According to him, the underlying trend of Nifty 50 remains weak and one may expect some more declines in the coming sessions. The next crucial lower supports to be watched are around 24,500, while immediate resistance is placed at 24,800.
Sudeep Shah, Head – Technical and Derivatives Research, SBI Securities noted that the short-term averages of 20-day and 50-day EMAs have now begun to turn downward, confirming a shift in momentum, and the rising slope of the longer-term 100-day and 200-day EMAs has also started to flatten, indicating a slowdown in the broader uptrend.
He also said that the daily RSI has slipped below the 40 level for the first time since April 2025, and is currently in a declining trajectory — highlighting growing bearish momentum and lack of buying strength.
“Going ahead, the 100-day EMA zone of 24,580 – 24,550 is likely to act as an immediate support area for the Nifty 50 index. A breach below the 24,550 level could open the doors for a deeper correction, with the next key support placed near 24,450. On the flip side, any recovery is likely to face strong resistance near the 24,770 – 24,800 zone, which now acts as a crucial hurdle,” Shah said.
He believes a sustained trade above this level would be required to shift the short-term sentiment back to positive. With technical indicators pointing to waning momentum and increasing downside risks, he advises traders to stay cautious and closely monitor support zones for potential reversal signals.

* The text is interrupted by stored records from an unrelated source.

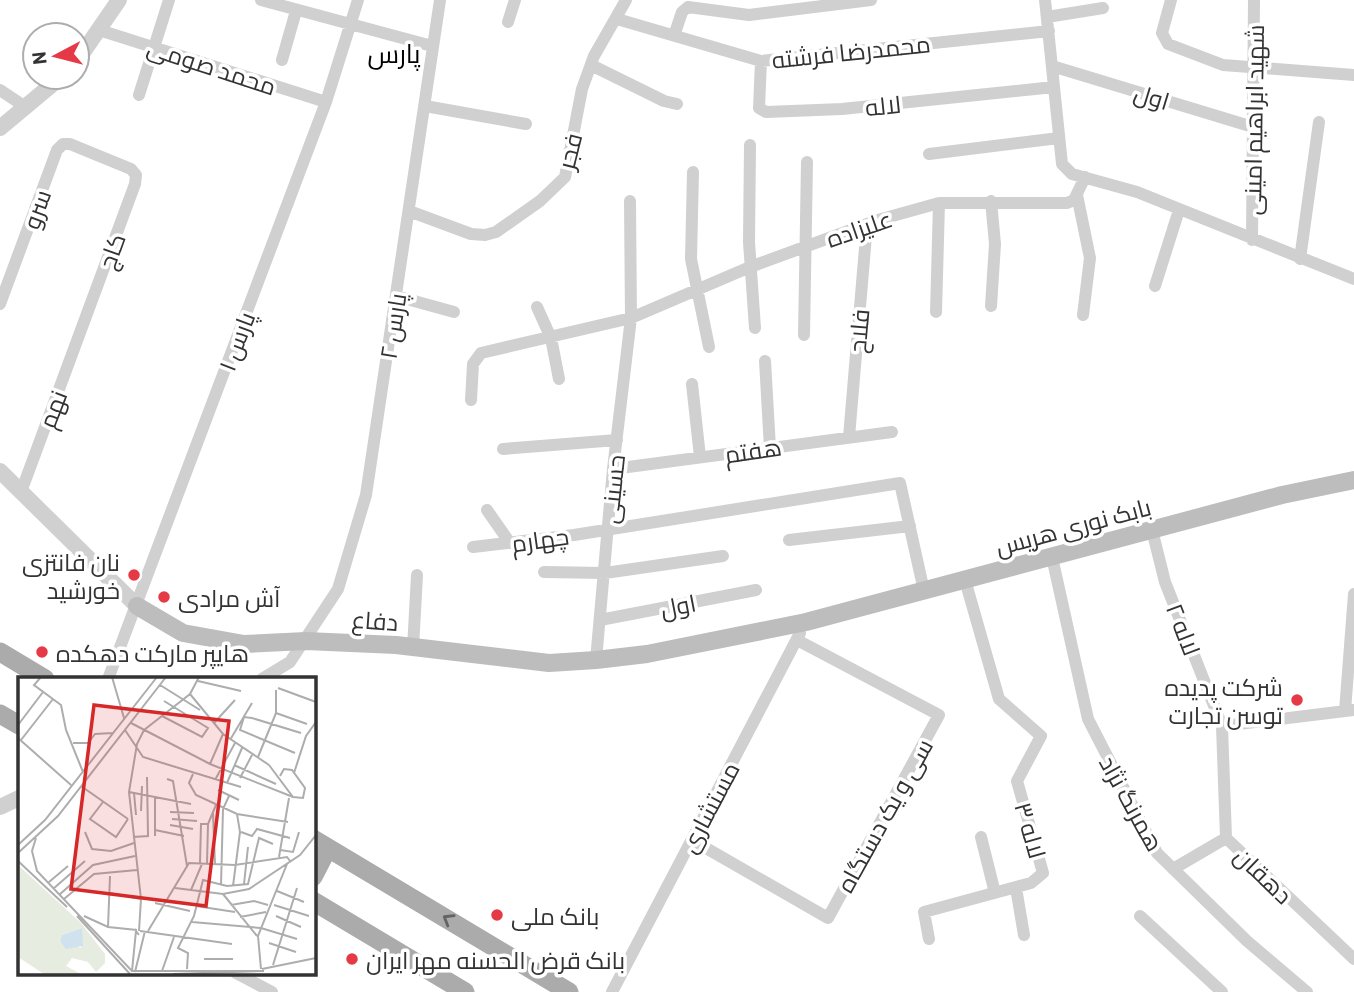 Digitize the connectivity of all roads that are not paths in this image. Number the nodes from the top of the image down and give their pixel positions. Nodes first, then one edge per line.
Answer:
1 (119, 0) edge
2 (169, 0) edge
3 (261, 0) edge
4 (358, 0) edge
5 (440, 0) edge
6 (515, 0) edge
7 (626, 0) edge
8 (871, 0) edge
9 (1045, 0) edge
10 (1171, 0) edge
11 (1254, 0) edge
12 (1103, 8) dead end
13 (296, 11) junction
14 (1047, 17) junction
15 (617, 19) junction
16 (508, 22) dead end
17 (350, 25) junction
18 (99, 30) junction
19 (1049, 31) junction
20 (675, 33) junction
21 (91, 41) edge
22 (432, 46) junction
23 (153, 48) junction
24 (282, 60) dead end
25 (761, 61) junction
26 (591, 65) junction
27 (1052, 66) junction
28 (1253, 69) junction
29 (1354, 75) edge
30 (1054, 87) junction
31 (0, 90) edge
32 (46, 91) edge
33 (139, 95) dead end
34 (326, 102) junction
35 (677, 104) dead end
36 (425, 106) junction
37 (27, 108) junction
38 (1319, 121) dead end
39 (526, 124) dead end
40 (1253, 127) junction
41 (0, 128) edge
42 (1059, 138) junction
43 (63, 144) joint
44 (750, 145) dead end
45 (929, 154) dead end
46 (807, 162) dead end
47 (693, 172) dead end
48 (1078, 176) junction
49 (1077, 195) junction
50 (629, 201) dead end
51 (992, 201) junction
52 (939, 203) junction
53 (1180, 210) junction
54 (409, 211) junction
55 (867, 224) junction
56 (1252, 240) junction
57 (806, 246) junction
58 (1300, 259) junction
59 (750, 267) junction
60 (1354, 279) edge
61 (1155, 286) dead end
62 (696, 289) junction
63 (396, 296) junction
64 (0, 304) edge
65 (991, 306) dead end
66 (537, 307) dead end
67 (454, 312) dead end
68 (936, 312) dead end
69 (1083, 314) dead end
70 (631, 318) junction
71 (618, 321) junction
72 (84, 327) joint
73 (591, 328) dead end
74 (755, 328) dead end
75 (804, 335) dead end
76 (551, 338) junction
77 (709, 347) dead end
78 (765, 361) dead end
79 (559, 379) dead end
80 (692, 384) dead end
81 (471, 400) dead end
82 (892, 432) dead end
83 (849, 438) junction
84 (617, 440) junction
85 (769, 448) junction
86 (503, 449) dead end
87 (700, 457) junction
88 (613, 469) junction
89 (0, 471) edge
90 (1354, 480) edge
91 (21, 492) junction
92 (487, 510) dead end
93 (909, 526) junction
94 (607, 527) junction
95 (1152, 530) junction
96 (789, 540) dead end
97 (510, 544) junction
98 (473, 547) dead end
99 (723, 556) dead end
100 (1052, 557) junction
101 (544, 572) dead end
102 (605, 573) junction
103 (417, 575) dead end
104 (965, 580) junction
105 (756, 590) dead end
106 (924, 591) junction
107 (1354, 594) edge
108 (136, 606) junction
109 (600, 620) junction
110 (806, 622) junction
111 (797, 640) junction
112 (306, 641) junction
113 (413, 648) junction
114 (0, 652) edge
115 (596, 660) junction
116 (42, 677) edge
117 (109, 677) edge
118 (265, 677) edge
119 (1349, 710) edge
120 (0, 713) edge
121 (18, 724) edge
122 (1222, 726) junction
123 (18, 798) edge
124 (0, 807) edge
125 (981, 837) dead end
126 (1226, 838) junction
127 (692, 840) junction
128 (321, 843) edge
129 (315, 868) edge
130 (1173, 869) junction
131 (1016, 887) junction
132 (995, 893) junction
133 (315, 902) edge
134 (1140, 916) dead end
135 (1024, 935) dead end
136 (929, 939) dead end
137 (1354, 959) edge
138 (238, 974) edge
139 (272, 992) edge
140 (465, 992) edge
141 (569, 992) edge
142 (612, 992) edge
143 (1222, 992) edge
144 (1307, 992) edge

1 - 18 street
2 - 23 street
3 - 13 street
4 - 17 street, پارس ۱
5 - 22 street, پارس ۲
6 - 16 street
7 - 15 street, فجر
8 - 20 street
9 - 14 street
10 - 28 street
11 - 28 street, شهید ابراهیم امینی
12 - 14 street
13 - 17 street
13 - 24 street
14 - 19 street
15 - 20 street, محمدرضا فرشته
15 - 26 street, فجر
17 - 22 street
17 - 34 street, پارس ۱
18 - 21 street
18 - 23 street, محمد صومی
19 - 25 street, محمدرضا فرشته
19 - 27 street
20 - 25 street, محمدرضا فرشته
22 - 36 street, پارس ۲
23 - 33 street
23 - 34 street, محمد صومی
25 - 30 street, لاله
26 - 35 street
26 - 54 street, فجر
27 - 30 street
27 - 40 street, اول
28 - 29 street
28 - 40 street, شهید ابراهیم امینی
30 - 42 street
31 - 37 street
32 - 37 street
34 - 108 street, پارس ۱
36 - 39 street
36 - 54 street, پارس ۲
37 - 41 street
38 - 58 street
40 - 56 street, شهید ابراهیم امینی
42 - 45 street
42 - 48 street
43 - 64 street, سرو
43 - 72 street, کاج
44 - 59 street
46 - 57 street
47 - 62 street
48 - 49 street
48 - 53 street
49 - 51 street, علیزاده
49 - 69 street
50 - 70 street
51 - 52 street, علیزاده
51 - 65 street
52 - 55 street, علیزاده
52 - 68 street
53 - 56 street
53 - 61 street
54 - 63 street, پارس ۲
55 - 57 street, علیزاده
55 - 83 street, فلاح
56 - 58 street
57 - 59 street, علیزاده
57 - 75 street
58 - 60 street
59 - 62 street, علیزاده
59 - 74 street
62 - 70 street, علیزاده
62 - 77 street
63 - 67 street
63 - 112 street, پارس ۲
66 - 76 street
70 - 71 street, علیزاده
70 - 84 street, حسینی
71 - 73 street, علیزاده
71 - 76 street, علیزاده
72 - 91 street, نهم
76 - 79 street
76 - 81 street, علیزاده
78 - 85 street
80 - 87 street
82 - 83 street, هفتم
83 - 85 street, هفتم
84 - 86 street
84 - 88 street, حسینی
85 - 87 street, هفتم
87 - 88 street, هفتم
88 - 94 street, حسینی
89 - 91 street, دفاع
90 - 95 main road, بابک نوری هریس
91 - 108 street, دفاع
92 - 97 street
93 - 94 street, چهارم
93 - 96 street
93 - 106 street
94 - 97 street, چهارم
94 - 102 street, حسینی
95 - 100 main road, بابک نوری هریس
95 - 122 street, لاله ۲
97 - 98 street, چهارم
99 - 102 street
100 - 104 main road, بابک نوری هریس
100 - 130 street, همرنگ نژاد
101 - 102 street
102 - 109 street, حسینی
103 - 113 street
104 - 106 main road, بابک نوری هریس
104 - 131 street, لاله ۳
105 - 109 street, اول
106 - 110 main road, بابک نوری هریس
107 - 119 street
108 - 112 main road, دفاع
108 - 117 street, پارس ۱
109 - 115 street, حسینی
110 - 111 street, مستشاری
110 - 115 main road, دفاع
111 - 127 street, مستشاری
111 - 127 street, سی و یک دستگاه
112 - 113 main road, دفاع
112 - 118 street, پارس ۲
113 - 115 main road, دفاع
114 - 116 main road
119 - 122 street
120 - 121 main road
122 - 126 street, دهقان
123 - 124 street
125 - 132 street
126 - 130 street
126 - 137 street, دهقان
127 - 142 street, مستشاری
128 - 129 main road
141 -> 128 main road
130 - 144 street, همرنگ نژاد
131 - 132 street, لاله ۳
131 - 135 street
132 - 136 street, لاله ۳
133 - 140 main road
134 - 143 street
138 - 139 street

Dr. Praveen Dwarakanath, Vice President of Hedged.in said that the Nifty 50 index has closed below the lower Bollinger band, suggesting a further fall towards its next support at the 24,400 level.

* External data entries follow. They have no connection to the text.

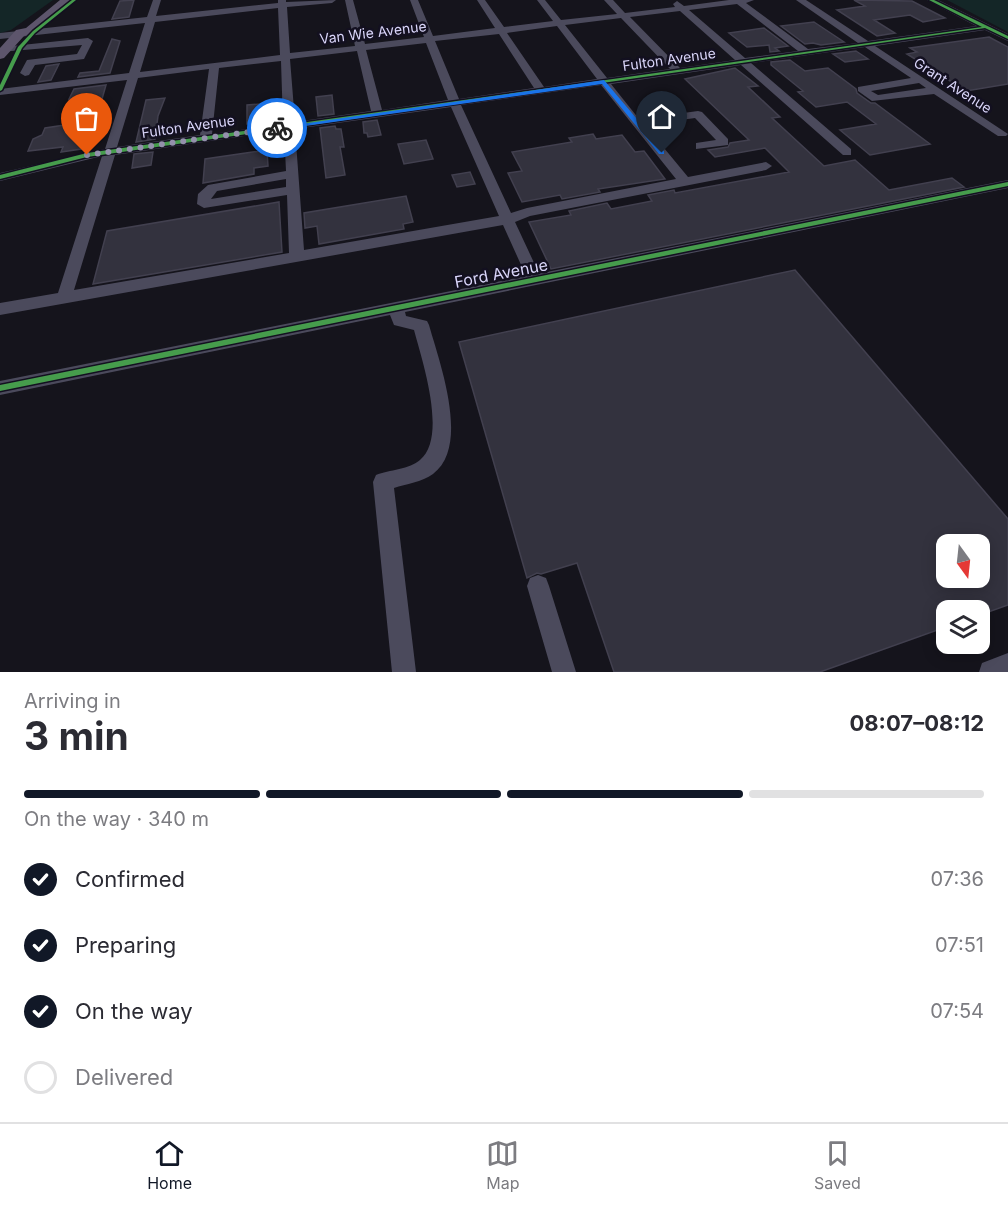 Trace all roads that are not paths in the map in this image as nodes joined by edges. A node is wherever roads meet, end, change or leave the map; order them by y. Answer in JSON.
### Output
{"nodes":[{"id":1,"x":56,"y":0,"type":"edge"},
{"id":2,"x":67,"y":0,"type":"edge"},
{"id":3,"x":158,"y":0,"type":"edge"},
{"id":4,"x":220,"y":0,"type":"edge"},
{"id":5,"x":332,"y":0,"type":"edge"},
{"id":6,"x":349,"y":0,"type":"edge"},
{"id":7,"x":414,"y":0,"type":"edge"},
{"id":8,"x":481,"y":0,"type":"edge"},
{"id":9,"x":541,"y":0,"type":"edge"},
{"id":10,"x":608,"y":0,"type":"edge"},
{"id":11,"x":672,"y":0,"type":"edge"},
{"id":12,"x":750,"y":0,"type":"edge"},
{"id":13,"x":800,"y":0,"type":"edge"},
{"id":14,"x":931,"y":0,"type":"edge"},
{"id":15,"x":942,"y":0,"type":"edge"},
{"id":16,"x":738,"y":1,"type":"edge"},
{"id":17,"x":282,"y":3,"type":"edge"},
{"id":18,"x":682,"y":8,"type":"junction"},
{"id":19,"x":218,"y":13,"type":"junction"},
{"id":20,"x":623,"y":16,"type":"junction"},
{"id":21,"x":153,"y":20,"type":"junction"},
{"id":22,"x":559,"y":23,"type":"junction"},
{"id":23,"x":89,"y":27,"type":"junction"},
{"id":24,"x":987,"y":27,"type":"junction"},
{"id":25,"x":501,"y":30,"type":"junction"},
{"id":26,"x":20,"y":33,"type":"junction"},
{"id":27,"x":0,"y":36,"type":"edge"},
{"id":28,"x":73,"y":38,"type":"junction"},
{"id":29,"x":1008,"y":38,"type":"edge"},
{"id":30,"x":429,"y":39,"type":"junction"},
{"id":31,"x":88,"y":41,"type":"junction"},
{"id":32,"x":867,"y":44,"type":"junction"},
{"id":33,"x":360,"y":48,"type":"junction"},
{"id":34,"x":2,"y":52,"type":"edge"},
{"id":35,"x":807,"y":53,"type":"junction"},
{"id":36,"x":283,"y":57,"type":"junction"},
{"id":37,"x":742,"y":62,"type":"junction"},
{"id":38,"x":214,"y":66,"type":"junction"},
{"id":39,"x":678,"y":71,"type":"junction"},
{"id":40,"x":25,"y":73,"type":"dead end"},
{"id":41,"x":134,"y":75,"type":"junction"},
{"id":42,"x":920,"y":80,"type":"junction"},
{"id":43,"x":604,"y":82,"type":"junction"},
{"id":44,"x":541,"y":90,"type":"junction"},
{"id":45,"x":936,"y":90,"type":"junction"},
{"id":46,"x":0,"y":92,"type":"edge"},
{"id":47,"x":455,"y":103,"type":"junction"},
{"id":48,"x":377,"y":114,"type":"junction"},
{"id":49,"x":637,"y":123,"type":"junction"},
{"id":50,"x":289,"y":126,"type":"junction"},
{"id":51,"x":1002,"y":134,"type":"dead end"},
{"id":52,"x":206,"y":138,"type":"junction"},
{"id":53,"x":700,"y":146,"type":"dead end"},
{"id":54,"x":110,"y":152,"type":"junction"},
{"id":55,"x":847,"y":153,"type":"dead end"},
{"id":56,"x":766,"y":166,"type":"dead end"},
{"id":57,"x":292,"y":174,"type":"junction"},
{"id":58,"x":0,"y":177,"type":"edge"},
{"id":59,"x":685,"y":182,"type":"junction"},
{"id":60,"x":1008,"y":184,"type":"edge"},
{"id":61,"x":293,"y":190,"type":"junction"},
{"id":62,"x":507,"y":214,"type":"junction"},
{"id":63,"x":297,"y":257,"type":"junction"},
{"id":64,"x":529,"y":267,"type":"dead end"},
{"id":65,"x":64,"y":298,"type":"junction"},
{"id":66,"x":396,"y":308,"type":"junction"},
{"id":67,"x":0,"y":309,"type":"edge"},
{"id":68,"x":0,"y":388,"type":"edge"},
{"id":69,"x":538,"y":586,"type":"dead end"},
{"id":70,"x":1008,"y":665,"type":"edge"},
{"id":71,"x":404,"y":672,"type":"edge"},
{"id":72,"x":564,"y":672,"type":"edge"},
{"id":73,"x":991,"y":672,"type":"edge"}],
"edges":[{"from":1,"to":26,"type":"main road"},
{"from":2,"to":26,"type":"main road"},
{"from":3,"to":21,"type":"street"},
{"from":4,"to":19,"type":"street"},
{"from":5,"to":17,"type":"street"},
{"from":6,"to":33,"type":"street"},
{"from":7,"to":30,"type":"street"},
{"from":8,"to":25,"type":"street"},
{"from":9,"to":22,"type":"street"},
{"from":10,"to":20,"type":"street"},
{"from":11,"to":18,"type":"street"},
{"from":12,"to":16,"type":"street","name":"Van Wie Avenue"},
{"from":13,"to":32,"type":"street","name":"Grant Avenue"},
{"from":14,"to":24,"type":"street"},
{"from":15,"to":24,"type":"street"},
{"from":16,"to":18,"type":"street","name":"Van Wie Avenue"},
{"from":16,"to":35,"type":"street"},
{"from":17,"to":19,"type":"street"},
{"from":17,"to":36,"type":"street"},
{"from":18,"to":20,"type":"street","name":"Van Wie Avenue"},
{"from":18,"to":37,"type":"street"},
{"from":19,"to":21,"type":"street"},
{"from":20,"to":22,"type":"street","name":"Van Wie Avenue"},
{"from":20,"to":39,"type":"street"},
{"from":21,"to":23,"type":"street"},
{"from":21,"to":41,"type":"street"},
{"from":22,"to":25,"type":"street","name":"Van Wie Avenue"},
{"from":22,"to":43,"type":"street"},
{"from":23,"to":26,"type":"street"},
{"from":23,"to":28,"type":"street"},
{"from":23,"to":31,"type":"street"},
{"from":24,"to":29,"type":"street"},
{"from":24,"to":32,"type":"street","name":"Fulton Avenue"},
{"from":25,"to":30,"type":"street","name":"Van Wie Avenue"},
{"from":25,"to":44,"type":"street"},
{"from":26,"to":27,"type":"street"},
{"from":26,"to":34,"type":"main road"},
{"from":28,"to":31,"type":"street"},
{"from":28,"to":34,"type":"street"},
{"from":30,"to":33,"type":"street","name":"Van Wie Avenue"},
{"from":30,"to":47,"type":"street"},
{"from":31,"to":40,"type":"street"},
{"from":32,"to":35,"type":"street","name":"Fulton Avenue"},
{"from":32,"to":42,"type":"street","name":"Grant Avenue"},
{"from":33,"to":36,"type":"street","name":"Van Wie Avenue"},
{"from":33,"to":48,"type":"street"},
{"from":35,"to":37,"type":"street","name":"Fulton Avenue"},
{"from":36,"to":38,"type":"street","name":"Van Wie Avenue"},
{"from":36,"to":50,"type":"street"},
{"from":37,"to":39,"type":"street","name":"Fulton Avenue"},
{"from":37,"to":55,"type":"street"},
{"from":38,"to":41,"type":"street","name":"Van Wie Avenue"},
{"from":38,"to":52,"type":"street"},
{"from":39,"to":43,"type":"street","name":"Fulton Avenue"},
{"from":41,"to":46,"type":"street","name":"Van Wie Avenue"},
{"from":41,"to":54,"type":"street"},
{"from":42,"to":45,"type":"street","name":"Grant Avenue"},
{"from":42,"to":45,"type":"street"},
{"from":43,"to":44,"type":"street","name":"Fulton Avenue"},
{"from":43,"to":49,"type":"street"},
{"from":44,"to":47,"type":"street","name":"Fulton Avenue"},
{"from":45,"to":51,"type":"street","name":"Grant Avenue"},
{"from":47,"to":48,"type":"street","name":"Fulton Avenue"},
{"from":47,"to":62,"type":"street"},
{"from":48,"to":50,"type":"street","name":"Fulton Avenue"},
{"from":49,"to":53,"type":"street"},
{"from":49,"to":59,"type":"street"},
{"from":50,"to":52,"type":"street","name":"Fulton Avenue"},
{"from":50,"to":57,"type":"street"},
{"from":52,"to":54,"type":"street","name":"Fulton Avenue"},
{"from":54,"to":58,"type":"street","name":"Fulton Avenue"},
{"from":54,"to":65,"type":"street"},
{"from":56,"to":59,"type":"street"},
{"from":57,"to":61,"type":"street"},
{"from":57,"to":61,"type":"street"},
{"from":59,"to":62,"type":"street"},
{"from":60,"to":66,"type":"street","name":"Ford Avenue"},
{"from":61,"to":63,"type":"street"},
{"from":62,"to":63,"type":"street"},
{"from":62,"to":64,"type":"street"},
{"from":63,"to":65,"type":"street"},
{"from":65,"to":67,"type":"street"},
{"from":66,"to":68,"type":"street","name":"Ford Avenue"},
{"from":66,"to":71,"type":"street"},
{"from":69,"to":72,"type":"street"},
{"from":70,"to":73,"type":"street"}]}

“A breach of the support at 24,400 can quickly take the index to 24,000 levels. The options writer’s data for the present week also shows higher call writing, suggesting the weakness will continue. The ADX DI- line is sloping up and the ADX DI+ line is sloping down, indicating the momentum is on the downside. The weakness in the index can be due to the results of major stocks not aligning with the expectations,” said Dwarakanath.
Bank Nifty Prediction
Bank Nifty index ended 444.00 points, or 0.79%, lower at 56,084.90 on Monday, forming a bearish candle and closing below the 50-day EMA on the daily chart, signaling intensified selling pressure.
“Bank Nifty breached its short-term swing low of 56,200 and formed a red candle of a daily scale, indicating weakness. On the downside, 55,500 and 55,150 are likely to act as crucial support zones. Thus, traders are advised to follow a sell-on-bounce strategy in Bank Nifty,” said Hrishikesh Yedve, AVP Technical and Derivative Research, Asit C. Mehta Investment Intermediates Ltd.
Bajaj Broking Research highlighted that the Bank Nifty index formed a bear candle with a long upper shadow which maintained lower high and lower low highlighting continuation of the corrective decline for the third session in a row.
“Bank Nifty index closed below the immediate support area of 56,200 – 56,300 being the last two weeks’ almost identical lows. A follow through weakness will open further downside towards 55,500 levels in the coming sessions. The 55,500 – 55,000 area remains a key support zone, as it aligns with the 100-day EMA and important Fibonacci retracement levels. This confluence reinforces it as a significant demand cluster on the downside,” said the brokerage firm.
Disclaimer: The views and recommendations made above are those of individual analysts or broking companies, and not of Mint. We advise investors to check with certified experts before making any investment decisions.